Сэр Малькольм после некоторых раздумий дал ей больше текста, чем планировал вначале. Еще во время репетиции он заметил, что Барбара пользовалась повышенным вниманием мужской публики. Теперь, помимо принцессы, девушка играла принца и королеву. Простодушные ремесленники как раз ставили перед королевским двором драму «Пирам и Фисба», при этом один из артистов изображал стену, через которую Пирам разговаривал со своей возлюбленной. Возлюбленную играл один из мужчин с неестественно высоким голосом и наклеенными ресницами, что вызвало среди зрителей бурные аплодисменты.
– Ты хлипкая, никчемная стена! – воскликнул герой Пирам. – Ты лукава, коварна и легкомысленна!
Стена и герой неожиданно сцепились и принялись мутузить друг друга, что вызвало взрыв хохота у зрителей.
– Да, не хотелось бы мне быть стеной в этой пьесе, – продолжала Барбара по своему тексту, и люди хохотали, как последний раз в жизни.
Так как зал был погружен в темноту, девушка видела только первый ряд, где сидели высокие гости. Епископ Ринек вытирал слезы с глаз, и мужчина рядом с ним – вероятно, вюрцбургский епископ, – казалось, тоже был в полном восторге.
«Это победа! – пронеслось у Барбары в голове. – Сэр Малькольм выиграет состязание. И Матео…»
Мысль о Матео сбила ее. Барбара невольно вспомнила, как сбежала из дома и как Магдалена пообещала ей, что отец обязательно что-нибудь предпримет. Есть ли у него какой-нибудь план? Или все они оставили ее и Матео в беде?
– Боже милостивый, что… что… – забормотала она и переступила с ноги на ногу.
Сэр Малькольм злобно на нее покосился. Он уже не казался таким веселым.
– Что это значит! – прошипел режиссер настолько тихо, что услышали только они вдвоем.
– Э… что это значит, – проговорила наконец Барбара.
Никто не обратил внимания на ее оплошность. Вперед шагнул очередной ремесленник с табличкой, на которой неумелой рукой была намалевана луна.
– Добродетельная королева, это луна! – ответил сэр Малькольм, вновь перевоплотившись в Петера Сквенца, и в поисках одобрения повернулся к хохочущей публике.

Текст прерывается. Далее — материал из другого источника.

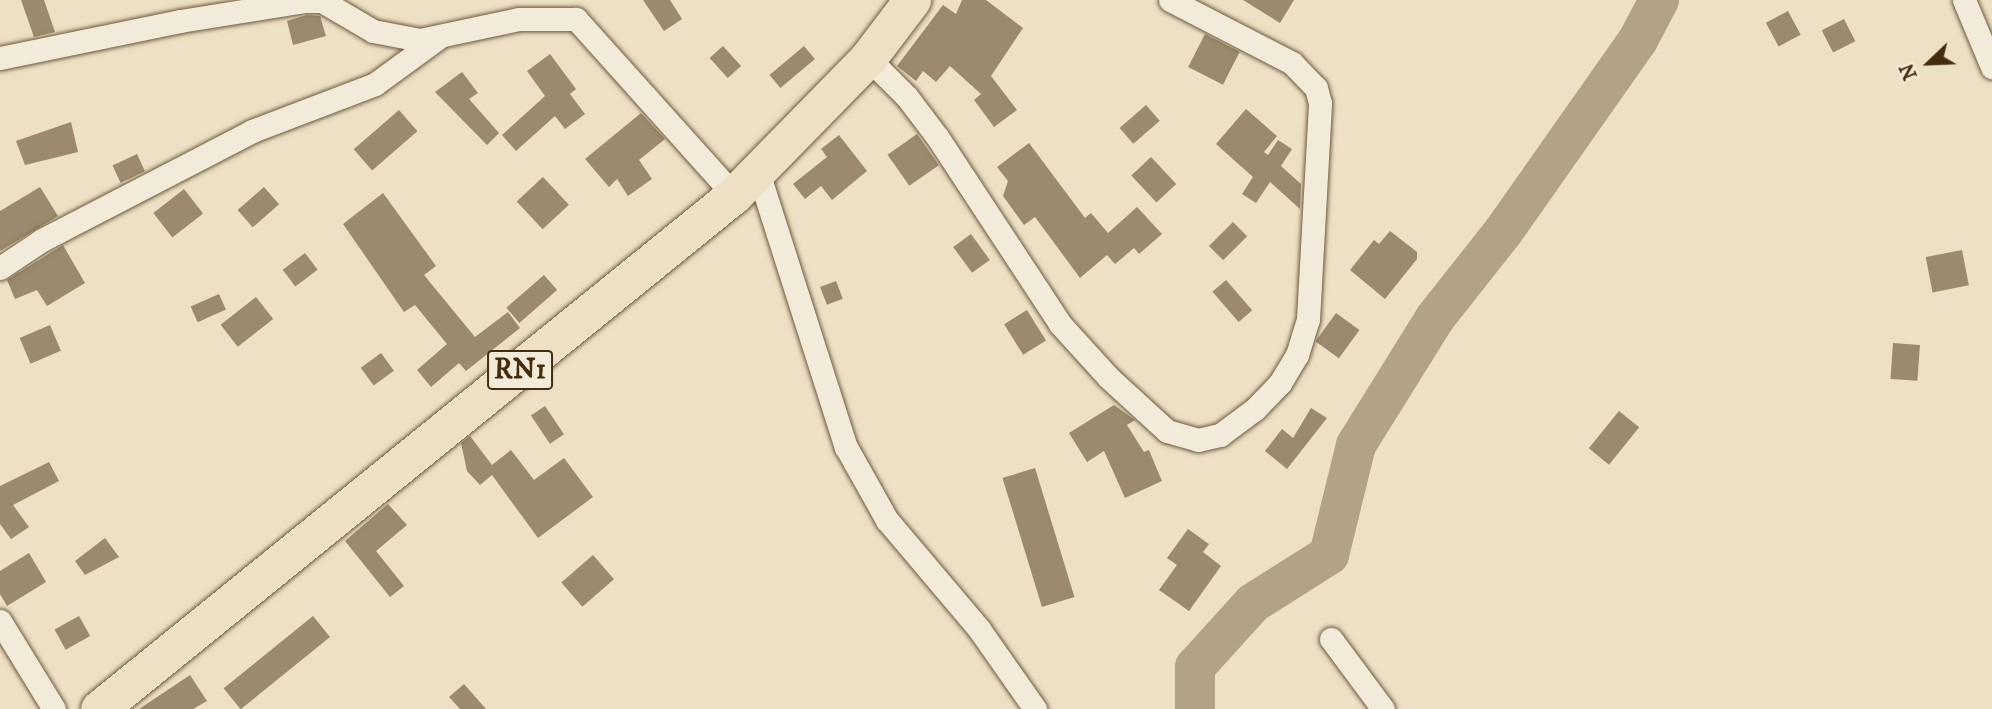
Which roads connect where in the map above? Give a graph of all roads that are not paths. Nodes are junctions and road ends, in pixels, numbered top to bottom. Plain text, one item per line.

Пьеса продолжалась. После луны вышел ремесленник, закутанный в рваное одеяло. Он изображал льва и при этом мяукал по-кошачьи. В зале теперь клокотало, его словно трясло, как накрытый горшок, в котором бурлило варево. Барбара посмотрела вниз и заметила во втором ряду пожилого сановника в монашеской шапочке. Он раскачивался из стороны в сторону, обхватив голову руками, раскрыв рот в крике. Но Барбара ничего не слышала сквозь шум. Может, он болен? Или просто не выносит духоты и гвалта вокруг?